Requirement: Your task is to print every entry below exactly as given.

Supplied data:
____

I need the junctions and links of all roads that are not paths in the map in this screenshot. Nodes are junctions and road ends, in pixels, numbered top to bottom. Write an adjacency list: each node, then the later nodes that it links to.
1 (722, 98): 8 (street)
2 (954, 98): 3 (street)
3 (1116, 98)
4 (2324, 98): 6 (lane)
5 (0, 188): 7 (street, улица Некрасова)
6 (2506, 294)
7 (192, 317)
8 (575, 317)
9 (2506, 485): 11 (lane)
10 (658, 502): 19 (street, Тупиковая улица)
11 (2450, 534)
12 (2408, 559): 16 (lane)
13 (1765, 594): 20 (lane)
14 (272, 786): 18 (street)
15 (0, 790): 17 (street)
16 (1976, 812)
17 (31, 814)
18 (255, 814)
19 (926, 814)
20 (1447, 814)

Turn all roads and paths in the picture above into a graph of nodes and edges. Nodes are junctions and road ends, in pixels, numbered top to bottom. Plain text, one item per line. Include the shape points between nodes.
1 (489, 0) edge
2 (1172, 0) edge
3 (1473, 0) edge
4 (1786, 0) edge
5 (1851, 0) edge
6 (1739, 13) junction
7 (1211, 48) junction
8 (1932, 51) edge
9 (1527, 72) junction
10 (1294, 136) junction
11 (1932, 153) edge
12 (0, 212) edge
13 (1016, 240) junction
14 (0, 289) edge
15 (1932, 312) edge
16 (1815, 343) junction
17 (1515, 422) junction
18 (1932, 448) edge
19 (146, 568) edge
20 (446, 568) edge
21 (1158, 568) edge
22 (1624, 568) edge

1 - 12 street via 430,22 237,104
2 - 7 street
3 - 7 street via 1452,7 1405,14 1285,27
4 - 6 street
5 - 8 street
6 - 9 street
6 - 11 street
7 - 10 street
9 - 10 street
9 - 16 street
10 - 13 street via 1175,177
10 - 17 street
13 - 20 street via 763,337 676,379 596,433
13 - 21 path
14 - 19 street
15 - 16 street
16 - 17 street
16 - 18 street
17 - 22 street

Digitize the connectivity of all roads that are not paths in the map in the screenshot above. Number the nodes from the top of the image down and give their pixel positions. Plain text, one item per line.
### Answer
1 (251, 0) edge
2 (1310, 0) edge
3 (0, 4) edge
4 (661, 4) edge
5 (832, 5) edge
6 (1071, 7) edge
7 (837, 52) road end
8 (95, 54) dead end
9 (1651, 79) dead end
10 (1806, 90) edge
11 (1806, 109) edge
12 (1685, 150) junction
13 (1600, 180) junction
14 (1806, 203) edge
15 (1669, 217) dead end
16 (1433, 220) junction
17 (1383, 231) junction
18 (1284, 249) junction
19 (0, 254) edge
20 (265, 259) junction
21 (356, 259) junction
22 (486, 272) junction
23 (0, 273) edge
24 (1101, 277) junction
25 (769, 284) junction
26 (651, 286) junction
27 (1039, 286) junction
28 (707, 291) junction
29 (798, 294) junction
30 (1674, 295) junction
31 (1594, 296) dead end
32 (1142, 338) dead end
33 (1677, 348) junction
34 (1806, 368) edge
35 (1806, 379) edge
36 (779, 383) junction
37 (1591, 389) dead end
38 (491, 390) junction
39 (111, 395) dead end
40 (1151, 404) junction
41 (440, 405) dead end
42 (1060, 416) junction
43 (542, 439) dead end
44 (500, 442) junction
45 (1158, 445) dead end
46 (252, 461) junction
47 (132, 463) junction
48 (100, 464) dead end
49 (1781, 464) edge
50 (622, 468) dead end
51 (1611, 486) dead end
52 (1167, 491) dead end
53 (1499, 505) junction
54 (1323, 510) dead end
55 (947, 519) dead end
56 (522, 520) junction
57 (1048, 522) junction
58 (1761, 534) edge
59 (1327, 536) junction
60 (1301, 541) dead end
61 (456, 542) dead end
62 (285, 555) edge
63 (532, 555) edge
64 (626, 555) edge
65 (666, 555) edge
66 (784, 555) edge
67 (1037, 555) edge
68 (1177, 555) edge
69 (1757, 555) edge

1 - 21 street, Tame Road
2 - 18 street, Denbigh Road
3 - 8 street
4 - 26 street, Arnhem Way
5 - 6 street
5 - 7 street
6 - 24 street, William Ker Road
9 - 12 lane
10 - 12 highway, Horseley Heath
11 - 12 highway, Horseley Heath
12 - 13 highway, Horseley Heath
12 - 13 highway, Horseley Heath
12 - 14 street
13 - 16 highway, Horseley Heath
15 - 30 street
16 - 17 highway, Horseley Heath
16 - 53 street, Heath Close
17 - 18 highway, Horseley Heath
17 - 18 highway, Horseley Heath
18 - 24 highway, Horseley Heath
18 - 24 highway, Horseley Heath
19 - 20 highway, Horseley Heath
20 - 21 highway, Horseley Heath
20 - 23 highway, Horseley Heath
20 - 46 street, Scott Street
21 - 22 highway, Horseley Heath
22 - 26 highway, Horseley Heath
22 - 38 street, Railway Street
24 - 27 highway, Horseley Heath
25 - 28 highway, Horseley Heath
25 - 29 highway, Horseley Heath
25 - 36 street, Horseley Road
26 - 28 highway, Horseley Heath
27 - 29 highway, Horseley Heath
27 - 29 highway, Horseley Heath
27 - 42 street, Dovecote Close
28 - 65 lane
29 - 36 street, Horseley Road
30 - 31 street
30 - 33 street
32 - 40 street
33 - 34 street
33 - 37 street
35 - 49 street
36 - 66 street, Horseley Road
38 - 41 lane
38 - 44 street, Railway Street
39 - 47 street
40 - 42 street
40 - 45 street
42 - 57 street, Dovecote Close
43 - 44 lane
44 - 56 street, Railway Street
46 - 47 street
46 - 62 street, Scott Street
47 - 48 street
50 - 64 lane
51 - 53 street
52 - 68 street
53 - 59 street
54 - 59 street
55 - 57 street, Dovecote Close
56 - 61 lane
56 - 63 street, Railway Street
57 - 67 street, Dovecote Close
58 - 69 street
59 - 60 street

____

Exercise result:
I need the junctions and links of all roads that are not paths in the map in this screenshot. Nodes are junctions and road ends, in pixels, numbered top to bottom. Write an adjacency list: each node, then the later nodes that it links to.
1 (722, 98): 8 (street)
2 (954, 98): 3 (street)
3 (1116, 98)
4 (2324, 98): 6 (lane)
5 (0, 188): 7 (street, улица Некрасова)
6 (2506, 294)
7 (192, 317)
8 (575, 317)
9 (2506, 485): 11 (lane)
10 (658, 502): 19 (street, Тупиковая улица)
11 (2450, 534)
12 (2408, 559): 16 (lane)
13 (1765, 594): 20 (lane)
14 (272, 786): 18 (street)
15 (0, 790): 17 (street)
16 (1976, 812)
17 (31, 814)
18 (255, 814)
19 (926, 814)
20 (1447, 814)

Turn all roads and paths in the picture above into a graph of nodes and edges. Nodes are junctions and road ends, in pixels, numbered top to bottom. Plain text, one item per line. Include the shape points between nodes.
1 (489, 0) edge
2 (1172, 0) edge
3 (1473, 0) edge
4 (1786, 0) edge
5 (1851, 0) edge
6 (1739, 13) junction
7 (1211, 48) junction
8 (1932, 51) edge
9 (1527, 72) junction
10 (1294, 136) junction
11 (1932, 153) edge
12 (0, 212) edge
13 (1016, 240) junction
14 (0, 289) edge
15 (1932, 312) edge
16 (1815, 343) junction
17 (1515, 422) junction
18 (1932, 448) edge
19 (146, 568) edge
20 (446, 568) edge
21 (1158, 568) edge
22 (1624, 568) edge

1 - 12 street via 430,22 237,104
2 - 7 street
3 - 7 street via 1452,7 1405,14 1285,27
4 - 6 street
5 - 8 street
6 - 9 street
6 - 11 street
7 - 10 street
9 - 10 street
9 - 16 street
10 - 13 street via 1175,177
10 - 17 street
13 - 20 street via 763,337 676,379 596,433
13 - 21 path
14 - 19 street
15 - 16 street
16 - 17 street
16 - 18 street
17 - 22 street

Digitize the connectivity of all roads that are not paths in the map in the screenshot above. Number the nodes from the top of the image down and give their pixel positions. Plain text, one item per line.
### Answer
1 (251, 0) edge
2 (1310, 0) edge
3 (0, 4) edge
4 (661, 4) edge
5 (832, 5) edge
6 (1071, 7) edge
7 (837, 52) road end
8 (95, 54) dead end
9 (1651, 79) dead end
10 (1806, 90) edge
11 (1806, 109) edge
12 (1685, 150) junction
13 (1600, 180) junction
14 (1806, 203) edge
15 (1669, 217) dead end
16 (1433, 220) junction
17 (1383, 231) junction
18 (1284, 249) junction
19 (0, 254) edge
20 (265, 259) junction
21 (356, 259) junction
22 (486, 272) junction
23 (0, 273) edge
24 (1101, 277) junction
25 (769, 284) junction
26 (651, 286) junction
27 (1039, 286) junction
28 (707, 291) junction
29 (798, 294) junction
30 (1674, 295) junction
31 (1594, 296) dead end
32 (1142, 338) dead end
33 (1677, 348) junction
34 (1806, 368) edge
35 (1806, 379) edge
36 (779, 383) junction
37 (1591, 389) dead end
38 (491, 390) junction
39 (111, 395) dead end
40 (1151, 404) junction
41 (440, 405) dead end
42 (1060, 416) junction
43 (542, 439) dead end
44 (500, 442) junction
45 (1158, 445) dead end
46 (252, 461) junction
47 (132, 463) junction
48 (100, 464) dead end
49 (1781, 464) edge
50 (622, 468) dead end
51 (1611, 486) dead end
52 (1167, 491) dead end
53 (1499, 505) junction
54 (1323, 510) dead end
55 (947, 519) dead end
56 (522, 520) junction
57 (1048, 522) junction
58 (1761, 534) edge
59 (1327, 536) junction
60 (1301, 541) dead end
61 (456, 542) dead end
62 (285, 555) edge
63 (532, 555) edge
64 (626, 555) edge
65 (666, 555) edge
66 (784, 555) edge
67 (1037, 555) edge
68 (1177, 555) edge
69 (1757, 555) edge

1 - 21 street, Tame Road
2 - 18 street, Denbigh Road
3 - 8 street
4 - 26 street, Arnhem Way
5 - 6 street
5 - 7 street
6 - 24 street, William Ker Road
9 - 12 lane
10 - 12 highway, Horseley Heath
11 - 12 highway, Horseley Heath
12 - 13 highway, Horseley Heath
12 - 13 highway, Horseley Heath
12 - 14 street
13 - 16 highway, Horseley Heath
15 - 30 street
16 - 17 highway, Horseley Heath
16 - 53 street, Heath Close
17 - 18 highway, Horseley Heath
17 - 18 highway, Horseley Heath
18 - 24 highway, Horseley Heath
18 - 24 highway, Horseley Heath
19 - 20 highway, Horseley Heath
20 - 21 highway, Horseley Heath
20 - 23 highway, Horseley Heath
20 - 46 street, Scott Street
21 - 22 highway, Horseley Heath
22 - 26 highway, Horseley Heath
22 - 38 street, Railway Street
24 - 27 highway, Horseley Heath
25 - 28 highway, Horseley Heath
25 - 29 highway, Horseley Heath
25 - 36 street, Horseley Road
26 - 28 highway, Horseley Heath
27 - 29 highway, Horseley Heath
27 - 29 highway, Horseley Heath
27 - 42 street, Dovecote Close
28 - 65 lane
29 - 36 street, Horseley Road
30 - 31 street
30 - 33 street
32 - 40 street
33 - 34 street
33 - 37 street
35 - 49 street
36 - 66 street, Horseley Road
38 - 41 lane
38 - 44 street, Railway Street
39 - 47 street
40 - 42 street
40 - 45 street
42 - 57 street, Dovecote Close
43 - 44 lane
44 - 56 street, Railway Street
46 - 47 street
46 - 62 street, Scott Street
47 - 48 street
50 - 64 lane
51 - 53 street
52 - 68 street
53 - 59 street
54 - 59 street
55 - 57 street, Dovecote Close
56 - 61 lane
56 - 63 street, Railway Street
57 - 67 street, Dovecote Close
58 - 69 street
59 - 60 street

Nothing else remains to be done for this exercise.